**Records supplied**
++++++++

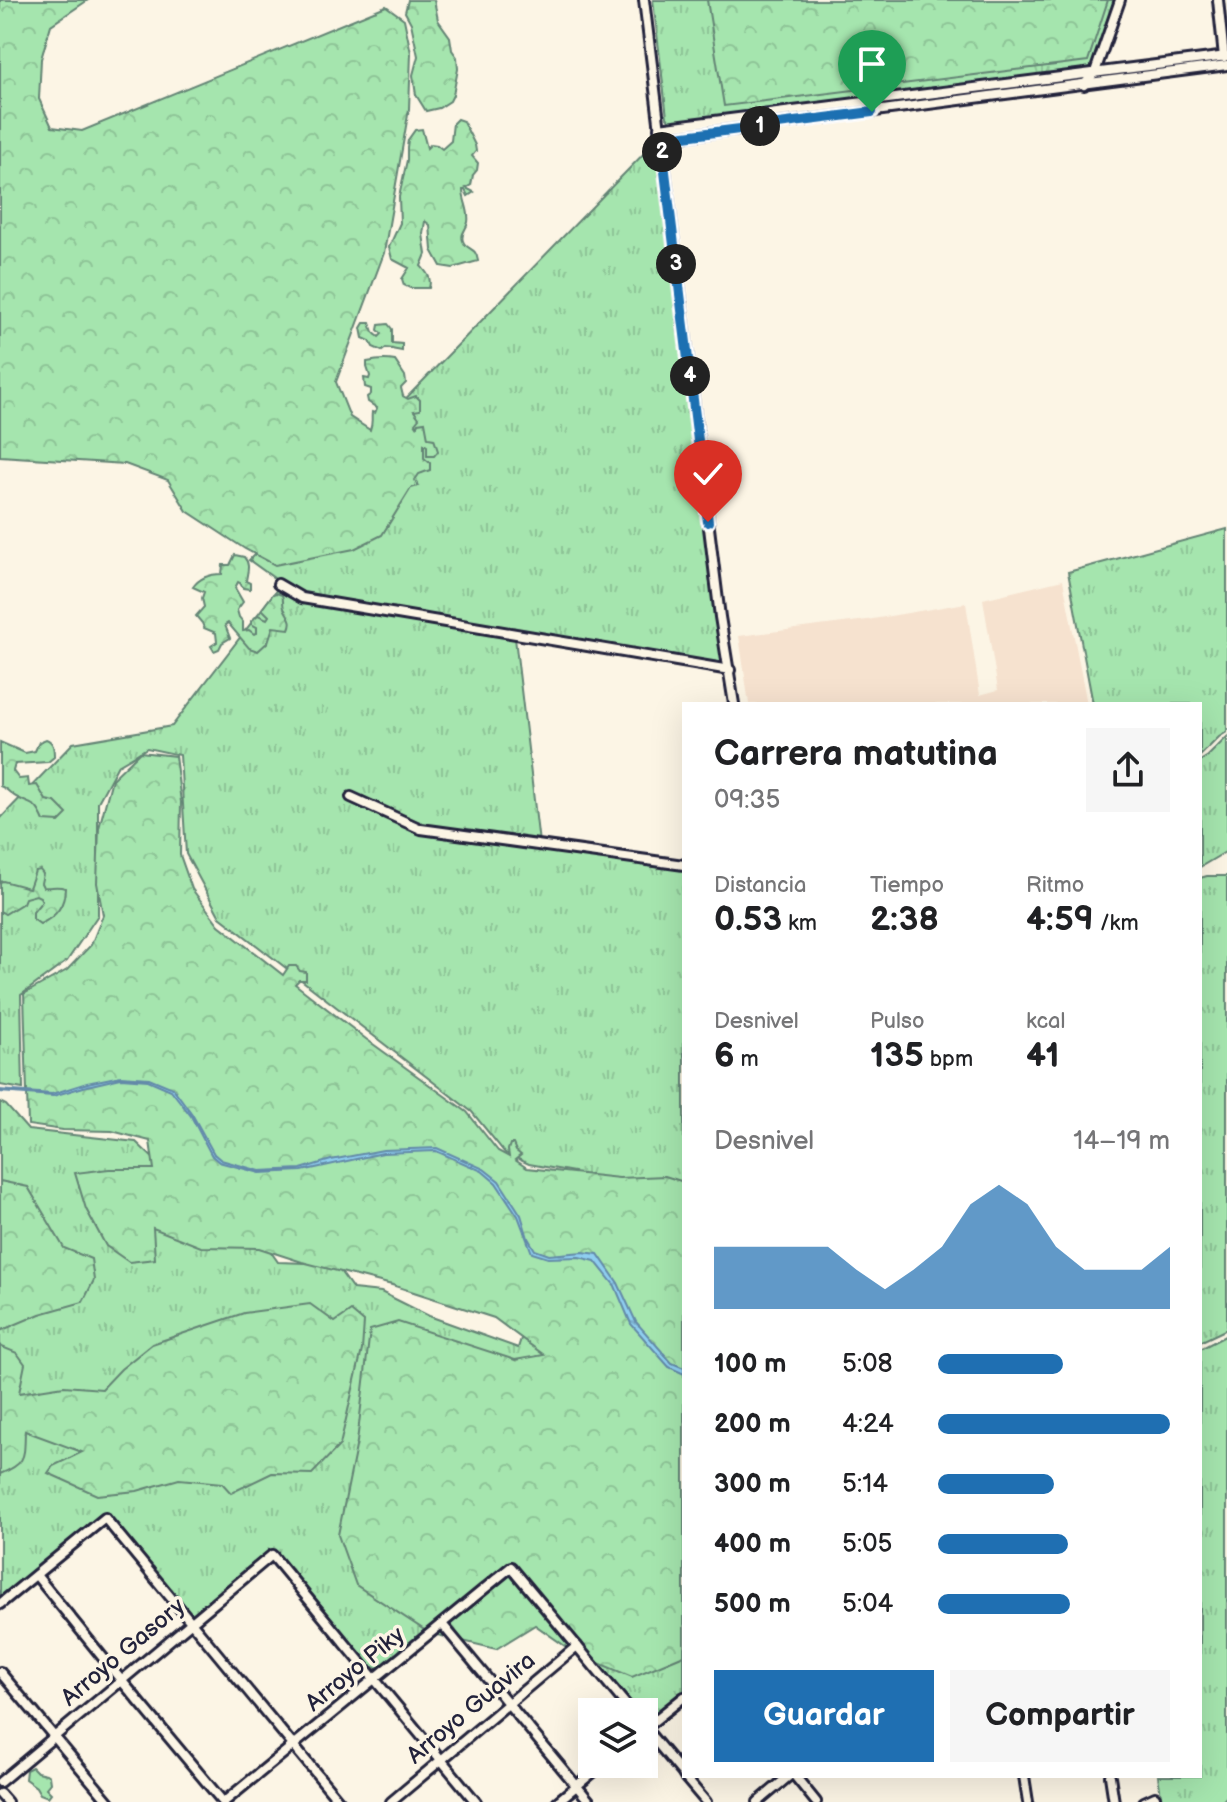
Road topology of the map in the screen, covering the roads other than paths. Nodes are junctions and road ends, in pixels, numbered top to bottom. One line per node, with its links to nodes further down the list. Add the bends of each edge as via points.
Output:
1 (644, 0): 7 (street)
2 (1120, 0): 5 (street)
3 (1218, 0): 4 (street)
4 (1226, 59): 5 (street); 6 (street)
5 (1095, 72): 6 (street); 7 (street)
6 (1084, 85): 8 (street)
7 (659, 128): 8 (street)
8 (661, 139): 10 (street)
9 (278, 584): 10 (street, via 302,598)
10 (730, 670): 11 (street)
11 (734, 702)
12 (351, 797): 13 (street, via 421,829)
13 (682, 865)
14 (36, 1575): 15 (street); 16 (street, via 105,1518); 21 (street)
15 (0, 1604)
16 (191, 1621): 20 (street, Arroyo Gasory, via 272,1555); 21 (street, Arroyo Gasory); 27 (street)
17 (442, 1624): 18 (street, Arroyo Piky, via 511,1567); 20 (street, Arroyo Piky); 24 (street)
18 (577, 1646): 22 (street); 24 (street, Arroyo Guavira)
19 (0, 1672): 26 (street)
20 (375, 1679): 27 (street, Arroyo Piky); 29 (street)
21 (121, 1680): 26 (street, Arroyo Gasory); 43 (street)
22 (620, 1698)
23 (682, 1699): 25 (street)
24 (508, 1703): 29 (street, Arroyo Guavira); 38 (street)
25 (658, 1717)
26 (54, 1736): 37 (street, Arroyo Gasory); 42 (street)
27 (293, 1745): 43 (street, Arroyo Piky); 44 (street)
28 (658, 1745): 30 (street)
29 (441, 1759): 45 (street, Arroyo Guavira); 46 (street)
30 (682, 1774)
31 (586, 1778): 38 (street)
32 (686, 1778): 49 (street)
33 (789, 1778): 50 (street)
34 (794, 1778): 51 (street)
35 (1024, 1778): 52 (street)
36 (1110, 1778): 53 (street)
37 (0, 1782)
38 (576, 1786): 47 (street); 48 (street)
39 (0, 1794): 41 (street)
40 (1155, 1797): 54 (street)
41 (7, 1802)
42 (109, 1802)
43 (224, 1802)
44 (340, 1802)
45 (391, 1802)
46 (476, 1802)
47 (557, 1802)
48 (590, 1802)
49 (706, 1802)
50 (758, 1802)
51 (816, 1802)
52 (1028, 1802)
53 (1114, 1802)
54 (1144, 1802)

++++++++

**Aim of the exercise**
Omitting the images, transcribe every record exactly.

**Your response**
Road topology of the map in the screen, covering the roads other than paths. Nodes are junctions and road ends, in pixels, numbered top to bottom. One line per node, with its links to nodes further down the list. Add the bends of each edge as via points.
Output:
1 (644, 0): 7 (street)
2 (1120, 0): 5 (street)
3 (1218, 0): 4 (street)
4 (1226, 59): 5 (street); 6 (street)
5 (1095, 72): 6 (street); 7 (street)
6 (1084, 85): 8 (street)
7 (659, 128): 8 (street)
8 (661, 139): 10 (street)
9 (278, 584): 10 (street, via 302,598)
10 (730, 670): 11 (street)
11 (734, 702)
12 (351, 797): 13 (street, via 421,829)
13 (682, 865)
14 (36, 1575): 15 (street); 16 (street, via 105,1518); 21 (street)
15 (0, 1604)
16 (191, 1621): 20 (street, Arroyo Gasory, via 272,1555); 21 (street, Arroyo Gasory); 27 (street)
17 (442, 1624): 18 (street, Arroyo Piky, via 511,1567); 20 (street, Arroyo Piky); 24 (street)
18 (577, 1646): 22 (street); 24 (street, Arroyo Guavira)
19 (0, 1672): 26 (street)
20 (375, 1679): 27 (street, Arroyo Piky); 29 (street)
21 (121, 1680): 26 (street, Arroyo Gasory); 43 (street)
22 (620, 1698)
23 (682, 1699): 25 (street)
24 (508, 1703): 29 (street, Arroyo Guavira); 38 (street)
25 (658, 1717)
26 (54, 1736): 37 (street, Arroyo Gasory); 42 (street)
27 (293, 1745): 43 (street, Arroyo Piky); 44 (street)
28 (658, 1745): 30 (street)
29 (441, 1759): 45 (street, Arroyo Guavira); 46 (street)
30 (682, 1774)
31 (586, 1778): 38 (street)
32 (686, 1778): 49 (street)
33 (789, 1778): 50 (street)
34 (794, 1778): 51 (street)
35 (1024, 1778): 52 (street)
36 (1110, 1778): 53 (street)
37 (0, 1782)
38 (576, 1786): 47 (street); 48 (street)
39 (0, 1794): 41 (street)
40 (1155, 1797): 54 (street)
41 (7, 1802)
42 (109, 1802)
43 (224, 1802)
44 (340, 1802)
45 (391, 1802)
46 (476, 1802)
47 (557, 1802)
48 (590, 1802)
49 (706, 1802)
50 (758, 1802)
51 (816, 1802)
52 (1028, 1802)
53 (1114, 1802)
54 (1144, 1802)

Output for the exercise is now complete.